Prince firm's advert 'misleading'

Prince Charles
All the profits from Duchy Originals goes to a charitable foundation

An advert for herbal remedies made by Prince Charles' Duchy Originals company was misleading, a watchdog has ruled.

An e-mail advert said they offered "alternative and natural ways of treating common ailments such as colds, low moods and digestive discomfort".

But the Advertising Standards Authority said it failed to state that the claims were not based on scientific evidence.

A Duchy Originals spokeswoman said "the breach was completely unintentional" and had been rectified.

The Duchy Originals organic and natural food brand was set up by Prince Charles in 1990 and all profits go to The Prince of Wales Charitable Foundation.

'Long-standing use'

The e-mail promoted three "tinctures" - Echina-Relief, Hyperi-Lift and Detox - and was investigated by the ASA after a complaint from a member of the public.

It ruled the advert failed to carry the proviso, required by law, that their use was "exclusively based upon long-standing use as a traditional remedy" rather than scientific evidence.

That warning did appear on the products' packaging.

As soon as we were alerted to it, we changed the wording
Duchy Originals spokeswoman

The ASA said the advert was misleading and must not appear again in its orignal form.

Duchy Originals said the company accepted the decision and had taken action.

"The breach was completely unintentional and, as soon as we were alerted to it, we changed the wording and put in place checks to ensure that all future wording is fully compliant with the code," a spokeswoman said.

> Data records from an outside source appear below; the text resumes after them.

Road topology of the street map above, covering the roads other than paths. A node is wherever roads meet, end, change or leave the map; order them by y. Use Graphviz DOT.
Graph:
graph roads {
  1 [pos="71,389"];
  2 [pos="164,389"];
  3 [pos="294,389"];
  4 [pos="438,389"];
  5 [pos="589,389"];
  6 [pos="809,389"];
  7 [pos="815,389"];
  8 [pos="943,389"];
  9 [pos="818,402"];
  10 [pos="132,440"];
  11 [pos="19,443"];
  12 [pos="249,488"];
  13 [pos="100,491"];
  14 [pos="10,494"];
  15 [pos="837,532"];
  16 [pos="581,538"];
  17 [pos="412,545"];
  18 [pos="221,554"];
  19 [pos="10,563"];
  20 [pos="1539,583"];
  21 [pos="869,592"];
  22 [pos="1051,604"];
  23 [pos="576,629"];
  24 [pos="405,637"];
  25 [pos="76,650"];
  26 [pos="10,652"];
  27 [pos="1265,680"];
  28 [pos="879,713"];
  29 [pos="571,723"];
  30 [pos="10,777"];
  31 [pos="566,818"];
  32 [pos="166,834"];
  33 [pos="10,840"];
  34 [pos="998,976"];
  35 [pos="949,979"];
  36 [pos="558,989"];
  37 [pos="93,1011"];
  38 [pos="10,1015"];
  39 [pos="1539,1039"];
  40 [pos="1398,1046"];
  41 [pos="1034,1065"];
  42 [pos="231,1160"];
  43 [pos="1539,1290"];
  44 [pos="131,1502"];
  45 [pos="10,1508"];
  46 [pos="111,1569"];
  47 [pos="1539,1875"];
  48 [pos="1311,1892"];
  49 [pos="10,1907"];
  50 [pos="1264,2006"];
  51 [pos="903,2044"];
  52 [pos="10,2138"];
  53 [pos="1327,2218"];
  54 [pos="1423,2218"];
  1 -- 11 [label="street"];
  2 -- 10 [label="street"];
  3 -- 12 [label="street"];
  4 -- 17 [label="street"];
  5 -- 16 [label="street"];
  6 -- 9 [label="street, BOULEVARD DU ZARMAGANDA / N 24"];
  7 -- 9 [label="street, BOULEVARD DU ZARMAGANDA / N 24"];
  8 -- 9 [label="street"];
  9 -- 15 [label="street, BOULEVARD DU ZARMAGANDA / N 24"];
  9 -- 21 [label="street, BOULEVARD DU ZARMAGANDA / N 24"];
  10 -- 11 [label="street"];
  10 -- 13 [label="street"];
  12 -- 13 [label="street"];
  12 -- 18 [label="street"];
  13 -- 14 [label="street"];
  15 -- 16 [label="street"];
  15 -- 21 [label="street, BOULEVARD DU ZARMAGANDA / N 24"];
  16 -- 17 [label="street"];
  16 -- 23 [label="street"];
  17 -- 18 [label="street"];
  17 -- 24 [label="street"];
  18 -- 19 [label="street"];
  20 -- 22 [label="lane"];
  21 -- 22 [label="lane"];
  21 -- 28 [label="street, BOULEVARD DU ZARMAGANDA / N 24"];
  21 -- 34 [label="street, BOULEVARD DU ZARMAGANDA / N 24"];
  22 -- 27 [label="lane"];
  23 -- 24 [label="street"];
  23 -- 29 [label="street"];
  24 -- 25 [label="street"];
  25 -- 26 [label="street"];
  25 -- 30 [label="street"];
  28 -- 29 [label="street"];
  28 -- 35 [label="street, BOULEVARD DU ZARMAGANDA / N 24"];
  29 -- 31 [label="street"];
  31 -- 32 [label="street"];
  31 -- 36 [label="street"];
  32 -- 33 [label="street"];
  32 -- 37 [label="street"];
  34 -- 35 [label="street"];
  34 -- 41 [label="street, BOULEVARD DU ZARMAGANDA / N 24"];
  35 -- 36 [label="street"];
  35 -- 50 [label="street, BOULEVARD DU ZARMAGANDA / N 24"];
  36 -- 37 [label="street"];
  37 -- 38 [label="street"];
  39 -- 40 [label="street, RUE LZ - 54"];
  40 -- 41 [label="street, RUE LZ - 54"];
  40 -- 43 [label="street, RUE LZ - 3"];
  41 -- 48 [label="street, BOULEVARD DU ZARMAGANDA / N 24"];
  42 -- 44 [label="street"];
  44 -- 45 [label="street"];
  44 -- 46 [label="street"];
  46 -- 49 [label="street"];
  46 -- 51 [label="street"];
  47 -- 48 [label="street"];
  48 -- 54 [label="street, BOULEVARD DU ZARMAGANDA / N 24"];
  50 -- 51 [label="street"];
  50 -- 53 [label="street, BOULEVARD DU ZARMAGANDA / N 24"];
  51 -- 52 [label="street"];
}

The advert had already been deemed misleading by the Medicines and Healthcare products Regulatory Agency.

The body said it had given Duchy Originals a licence to sell the remedies, but did not enable it to make any claims about the effects of the remedies.

The Duchy Originals Detox Tincture also drew criticism from a leading scientist earlier this year.

Edzard Ernst, the UK's first professor of complementary medicine, said the product was based on "outright quackery" and accused Prince Charles of exploiting the public in times of hardship.

The Detox Tincture, which is an artichoke and dandelion mix, is described as "a food supplement to help eliminate toxins and aid digestion". It costs £10 for a 50ml bottle.